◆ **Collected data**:

════════

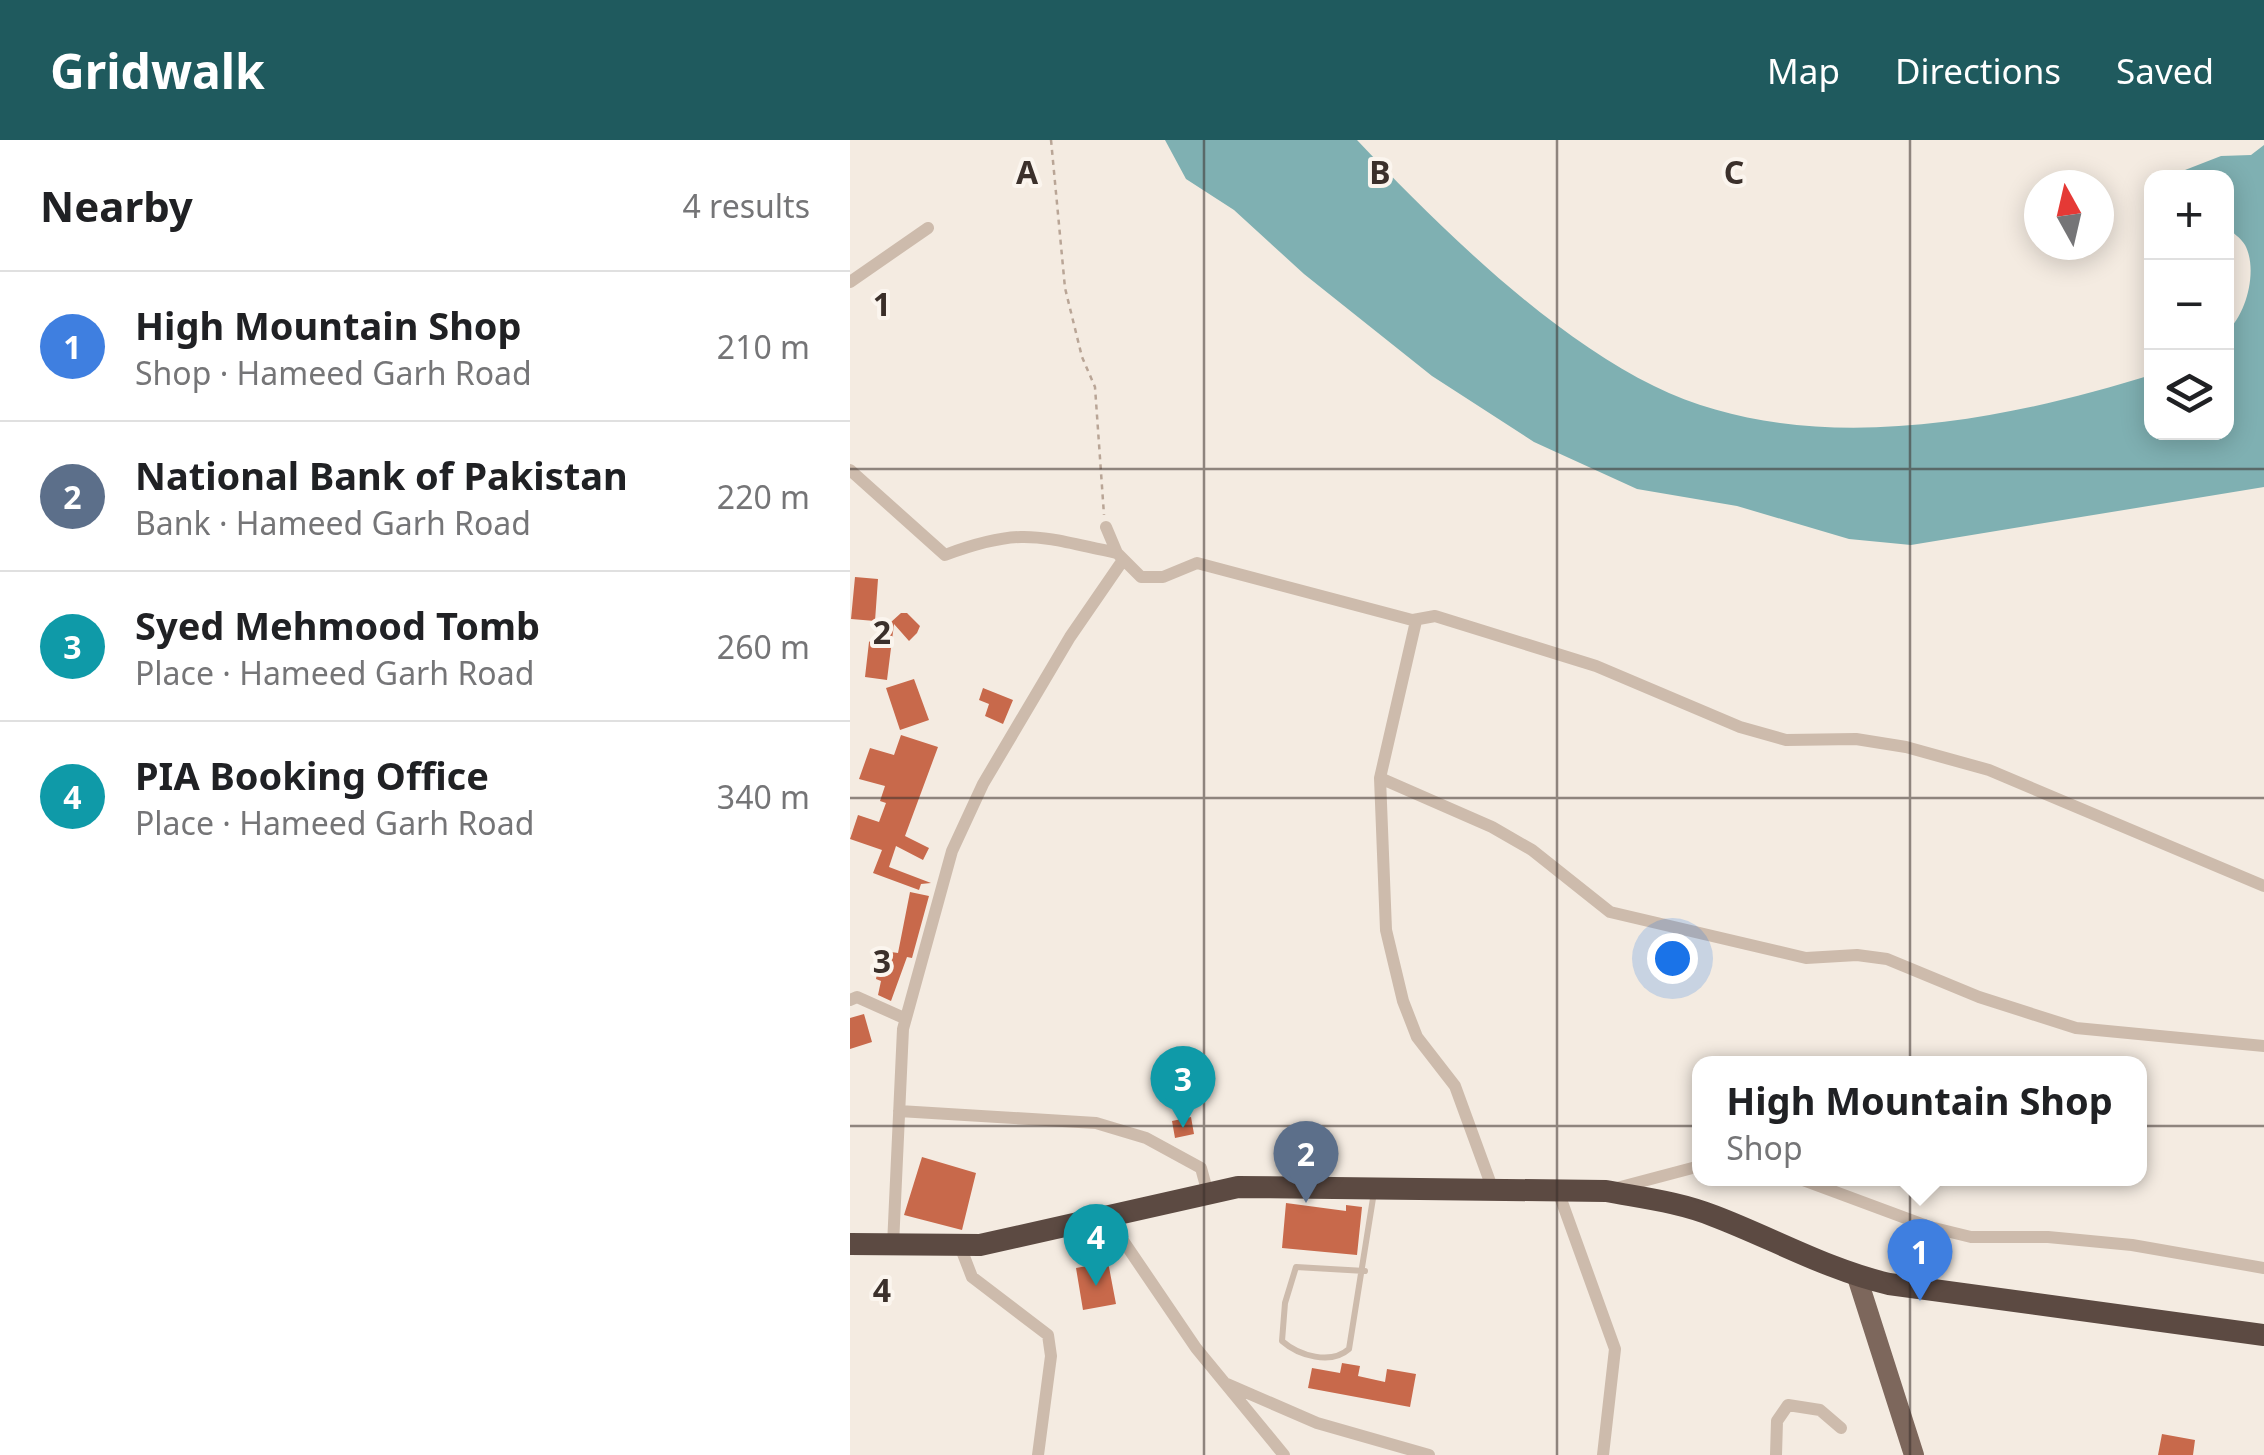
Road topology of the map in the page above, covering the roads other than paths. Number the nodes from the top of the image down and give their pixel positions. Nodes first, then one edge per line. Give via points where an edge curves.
1 (928, 228) dead end
2 (850, 282) edge
3 (850, 470) edge
4 (1106, 527) road end
5 (1120, 556) junction
6 (1413, 620) junction
7 (1380, 778) junction
8 (2264, 886) edge
9 (850, 1000) edge
10 (904, 1018) junction
11 (2264, 1046) edge
12 (899, 1111) junction
13 (1692, 1168) edge
14 (1820, 1186) edge
15 (1374, 1188) junction
16 (1207, 1190) junction
17 (1493, 1190) junction
18 (1558, 1191) junction
19 (1606, 1192) junction
20 (1108, 1217) junction
21 (850, 1244) edge
22 (893, 1245) junction
23 (960, 1246) junction
24 (2264, 1268) edge
25 (1365, 1271) junction
26 (1857, 1277) junction
27 (2264, 1335) edge
28 (1225, 1383) junction
29 (1841, 1428) dead end
30 (1038, 1455) edge
31 (1284, 1455) edge
32 (1429, 1455) edge
33 (1603, 1455) edge
34 (1776, 1455) edge
35 (1914, 1455) edge

1 - 2 street
3 - 5 street via 946,555 1026,533
4 - 5 street
5 - 6 street via 1148,579 1197,563
5 - 10 street via 968,812
6 - 7 street
6 - 8 street via 1435,616 1596,666 1786,740 1906,747 1989,770
7 - 11 street via 1532,850 1610,912 1806,958 1887,959 2076,1028
7 - 17 street via 1386,930 1403,1001 1417,1037 1455,1086
9 - 10 street via 857,997
10 - 12 street
12 - 16 street via 1096,1123 1146,1138 1200,1168
12 - 22 street
13 - 19 street
14 - 24 street via 1971,1237 2132,1245
15 - 16 highway
15 - 17 highway
15 - 25 lane
16 - 20 highway
17 - 18 highway
18 - 19 highway
18 - 33 street via 1615,1349
19 - 26 highway via 1711,1215
20 - 23 highway
20 - 28 street
21 - 22 highway
22 - 23 highway
23 - 30 street via 972,1277 1048,1335
25 - 25 lane via 1353,1338 1343,1355 1301,1353 1282,1341 1296,1267
26 - 27 highway
26 - 35 main road
28 - 31 street
28 - 32 street via 1317,1423
29 - 34 street via 1820,1410 1788,1405 1776,1421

════════

◆ **What the task requires**: Each line with the word "lane" in the records above belongs in the result; copy all of them.

◆ **Task output**:
15 - 25 lane
25 - 25 lane via 1353,1338 1343,1355 1301,1353 1282,1341 1296,1267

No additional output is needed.